Today at Penn Medicine, someone will make a breakthrough. Someone will heal a heart, deliver hopeful news, and give comfort and reassurance. Our employees shape our future each day. Are you living your life's work?
- The Home Care Coordinator is responsible for obtaining and processing pertinent patient information on all referrals. The Home Care Coordinator determines appropriateness for home infusion, home health, or hospice care. The Home Care Coordinator assesses patient needs and services that will be required and then coordinates the full referral to home infusion, home health, or home hospice. The Home Care Coordinator meets with the patient and/or caregiver to inform them about services they will receive, answer their questions, and holistically coordinates their post-acute care services. The Home Care Coordinator communicates with PMAH Leadership regarding business development opportunities and referral sources' satisfaction. The Home Care Coordinator provides home care education to referral sources and to patients and their families. The Home Care Coordinator performs hospital-hook-ups and clinic hook-ups of Chemotherapy, Milrinone, TPN, Anti-Infectives, and Pain Management.
- Evaluates patients that are referred for home health/hospice and determines if the patient qualifies for home health, infusion, or hospice benefit.
- Discusses and assists patients, hospital discharge planners, or case specialists with options for home health/hospice care.
- Accurately completes all documentation required for homecare/hospice/infusion referrals: Intake information and Hospital documentation.
- Keeps hospital discharge planners, physicians, case specialists, hospital staff, and patients/families informed re: discharge coordination efforts.
- Consults with Central Intake staff and clinical supervisors to ensure that patient needs can be met and that new referrals can be admitted according to agency policies.
- Develops and maintains professional demeanor and rapport with hospital staff, physicians, patients, agency staff, and other referral sources. Utilizes good communication skills in all interactions.

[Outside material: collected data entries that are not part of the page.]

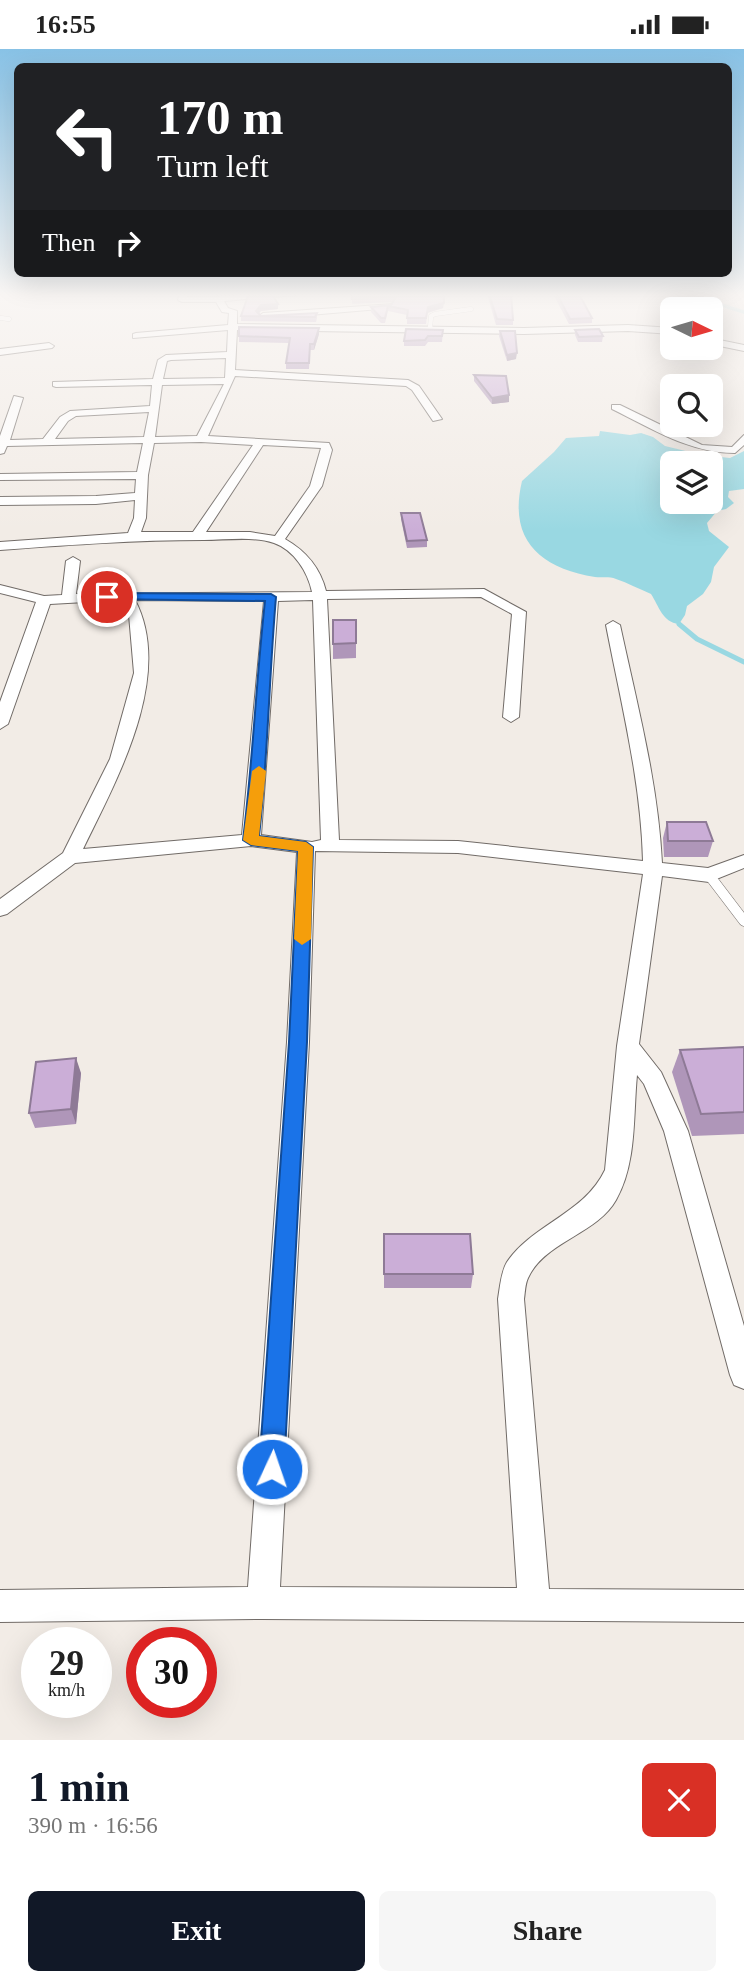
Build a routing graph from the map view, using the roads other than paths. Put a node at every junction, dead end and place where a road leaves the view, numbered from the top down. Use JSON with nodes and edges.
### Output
{"nodes":[{"id":1,"x":160,"y":373,"type":"edge"},
{"id":2,"x":231,"y":373,"type":"edge"},
{"id":3,"x":231,"y":377,"type":"junction"},
{"id":4,"x":157,"y":383,"type":"junction"},
{"id":5,"x":56,"y":384,"type":"dead end"},
{"id":6,"x":18,"y":398,"type":"dead end"},
{"id":7,"x":616,"y":407,"type":"dead end"},
{"id":8,"x":155,"y":409,"type":"junction"},
{"id":9,"x":438,"y":419,"type":"dead end"},
{"id":10,"x":150,"y":439,"type":"junction"},
{"id":11,"x":201,"y":439,"type":"junction"},
{"id":12,"x":744,"y":439,"type":"edge"},
{"id":13,"x":260,"y":442,"type":"junction"},
{"id":14,"x":45,"y":444,"type":"junction"},
{"id":15,"x":1,"y":447,"type":"edge"},
{"id":16,"x":142,"y":475,"type":"junction"},
{"id":17,"x":0,"y":477,"type":"edge"},
{"id":18,"x":141,"y":496,"type":"junction"},
{"id":19,"x":0,"y":501,"type":"edge"},
{"id":20,"x":133,"y":536,"type":"junction"},
{"id":21,"x":197,"y":536,"type":"junction"},
{"id":22,"x":278,"y":540,"type":"junction"},
{"id":23,"x":0,"y":546,"type":"edge"},
{"id":24,"x":74,"y":561,"type":"dead end"},
{"id":25,"x":0,"y":589,"type":"edge"},
{"id":26,"x":320,"y":595,"type":"junction"},
{"id":27,"x":126,"y":596,"type":"junction"},
{"id":28,"x":69,"y":597,"type":"junction"},
{"id":29,"x":271,"y":597,"type":"junction"},
{"id":30,"x":44,"y":600,"type":"junction"},
{"id":31,"x":613,"y":625,"type":"dead end"},
{"id":32,"x":511,"y":717,"type":"dead end"},
{"id":33,"x":0,"y":724,"type":"edge"},
{"id":34,"x":251,"y":840,"type":"junction"},
{"id":35,"x":318,"y":846,"type":"junction"},
{"id":36,"x":70,"y":857,"type":"junction"},
{"id":37,"x":744,"y":861,"type":"edge"},
{"id":38,"x":653,"y":871,"type":"junction"},
{"id":39,"x":709,"y":876,"type":"junction"},
{"id":40,"x":0,"y":909,"type":"edge"},
{"id":41,"x":744,"y":921,"type":"edge"},
{"id":42,"x":628,"y":1046,"type":"junction"},
{"id":43,"x":744,"y":1375,"type":"edge"},
{"id":44,"x":263,"y":1603,"type":"junction"},
{"id":45,"x":534,"y":1605,"type":"junction"},
{"id":46,"x":0,"y":1606,"type":"edge"},
{"id":47,"x":744,"y":1606,"type":"edge"}],
"edges":[{"from":1,"to":4,"type":"street"},
{"from":2,"to":3,"type":"street"},
{"from":3,"to":4,"type":"street"},
{"from":3,"to":9,"type":"street"},
{"from":3,"to":11,"type":"street"},
{"from":4,"to":5,"type":"street"},
{"from":4,"to":8,"type":"street"},
{"from":6,"to":15,"type":"street"},
{"from":7,"to":12,"type":"street"},
{"from":8,"to":10,"type":"street"},
{"from":8,"to":14,"type":"street"},
{"from":10,"to":11,"type":"street"},
{"from":10,"to":14,"type":"street"},
{"from":10,"to":16,"type":"street"},
{"from":11,"to":13,"type":"street"},
{"from":13,"to":21,"type":"street"},
{"from":13,"to":22,"type":"street"},
{"from":14,"to":15,"type":"street"},
{"from":16,"to":17,"type":"street"},
{"from":16,"to":18,"type":"street"},
{"from":18,"to":19,"type":"street"},
{"from":18,"to":20,"type":"street"},
{"from":20,"to":21,"type":"street"},
{"from":20,"to":23,"type":"street"},
{"from":21,"to":22,"type":"street"},
{"from":22,"to":26,"type":"street"},
{"from":24,"to":28,"type":"street"},
{"from":25,"to":30,"type":"street"},
{"from":26,"to":29,"type":"street"},
{"from":26,"to":32,"type":"street"},
{"from":26,"to":35,"type":"street"},
{"from":27,"to":28,"type":"street"},
{"from":27,"to":29,"type":"street"},
{"from":27,"to":36,"type":"street"},
{"from":28,"to":30,"type":"street"},
{"from":29,"to":34,"type":"street"},
{"from":30,"to":33,"type":"street"},
{"from":31,"to":38,"type":"street"},
{"from":34,"to":35,"type":"street"},
{"from":34,"to":36,"type":"street"},
{"from":35,"to":38,"type":"street"},
{"from":35,"to":44,"type":"street"},
{"from":36,"to":40,"type":"street"},
{"from":37,"to":39,"type":"street"},
{"from":38,"to":39,"type":"street"},
{"from":38,"to":42,"type":"street"},
{"from":39,"to":41,"type":"lane"},
{"from":42,"to":43,"type":"street"},
{"from":42,"to":45,"type":"street"},
{"from":44,"to":45,"type":"street"},
{"from":44,"to":46,"type":"street"},
{"from":45,"to":47,"type":"street"}]}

- Accesses information through Literature, the Internet, and professional educational programs to stay current on changes and trends in the home care industry as it pertains to discharge planning. Strives for professional growth and development.
- Registered Nurse - PA (Required)
- PA, NJ and DE RN Licensure depending on geographical location required.
- RN-DE or RN-NJ (Required)
Education or Equivalent Experience:
- Bachelor of Arts or Science (Required)
- Nursing 0-1 years One- year community health experience as a Nurse discharge planner Home Infusion and Oncology nursing experience
Live Your Life's Work
We are an Equal Opportunity and Affirmative Action employer. Candidates are considered for employment without regard to race, ethnicity, color, sex, sexual orientation, gender identity, religion, national origin, ancestry, age, disability, marital status, familial status, genetic information, domestic or sexual violence victim status, citizenship status, military status, status as a protected veteran or any other status protected by applicable law.